Right-hand being damaged, there was not a lot I could do without causing myself pain. I now can more appreciate frustrations accorded by the loss of one limb, since even simple tasks became too painful to contemplate with my arm, which I needed to keep suspended in the sling as it was too painful to keep aloft by my own muscle power. No chopping or stirring, hence unable to really cook for myself - the one time a microwave would have been an absolute necessity. Couldnt write or solve puzzles in that matter, since holding the paper still to write very badly with my left was out of the question. So I ended up watching endless Futurama on DVD and counting the seconds till I could take more Paracetemol. A horrible night of discomfort was then spent.

Now, this next paragraph will present a thought which my more tender bloggardes may find disgusting, so I invite you to skip ahead now. With the theme of not being able to do anything with one hand, and my dominant hand......well, how the hell was I supposed to wipe my own arse? No question of doing it with my right hand, so it had to be my left, and you've no idea how cumbersome this turned out to be! Coupled with the suspended limb in a sling, it was a job and a half. Not something I'd care to repeat.

Friday I went and bought some much stronger painkillers which have sorted me very nicely and headed down for some tender care from my beloved P. Well, for some care and being called spasmoidal. He's nice in his own way (:-) I'd been planning to head down at the weekend anyways, since mister man had his birthday this Monday, but was seeming to be less fun with the prospect of days of tablets and pain. Despite what you may conjecture, I finding swallowing things a bit of a chore. But the weekend has been rather nice and relaxing, and I'm always glad to spend time with the man.

Managed a trip to the cinema to see the Golden Compass - why they had to rename it I've no idea, the book is called Northern Lights - which was most enjoyable. Much speculation to be had about daemons, yours and other people's. For my unaware readers, an important note is that in the world of the story, human souls are not coextensive with the human body, and actually take their own form, that of an animal, and accompany the usual human form. Odd to think of Nicole Kidman being the embodiment of a ginger monkey, but there you are. So much speculation can be made about my, your, random famous person's daemon.

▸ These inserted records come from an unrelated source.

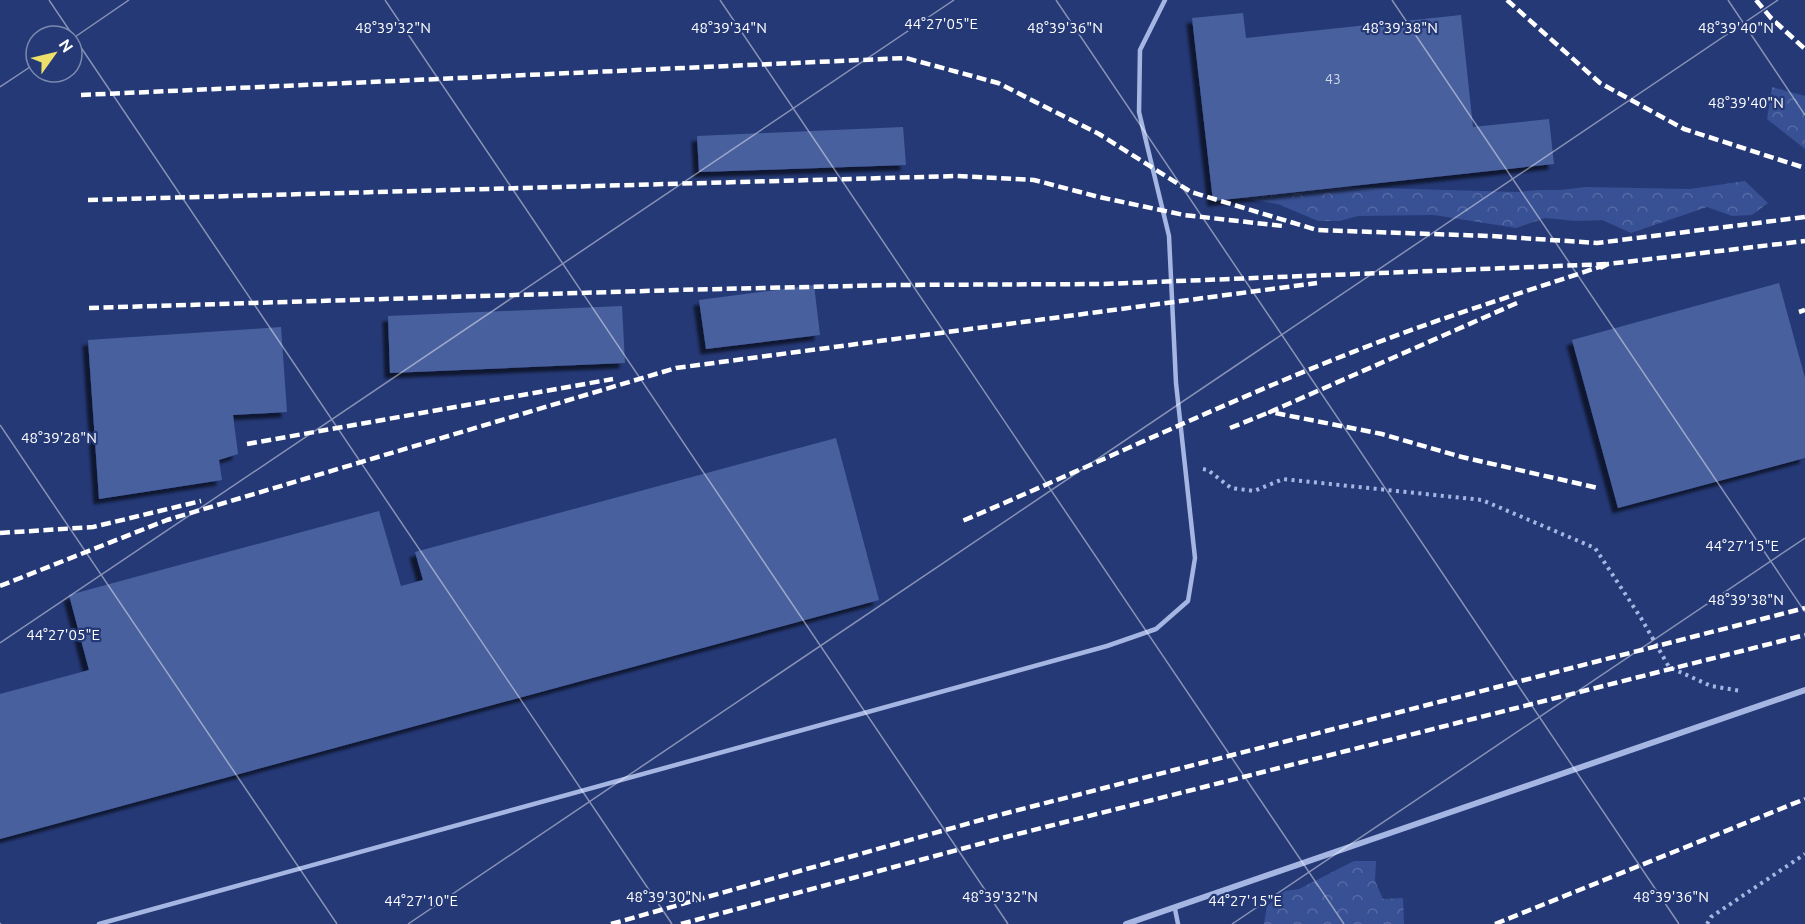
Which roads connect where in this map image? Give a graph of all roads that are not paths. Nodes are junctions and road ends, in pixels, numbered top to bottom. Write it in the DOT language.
graph roads {
  1 [pos="1165,0"];
  2 [pos="1805,690"];
  3 [pos="1175,909"];
  4 [pos="99,924"];
  5 [pos="1126,924"];
  6 [pos="1178,924"];
  1 -- 4 [label="lane"];
  2 -- 3 [label="street"];
  3 -- 5 [label="street"];
  3 -- 6 [label="lane"];
}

Trip to Eastbourne was also made, for the delightful ride in the mid-afternoon with an alcoholic on the bus. Also a crazy old lady who was rather fixated on open/closed windows. If there wasnt so much already written in this posting, I'd detail more, but I need to get on with my evening! I may write more tomorrow, but no doubt there will be much work junk to update then.

Anyhoo, I'm home again in my pit that badly needs cleaning (since I was going to do some this past weekend before going to P), without a bike and likely to be forking out for the removal and return of it, and even more likely having it taken to the breakers and buying a new (second-hand) one, I'm feeling quite poor. Christmas will be a slow and easy one this year.

Please leave commentary, and I'll be blogging more often in the coming days!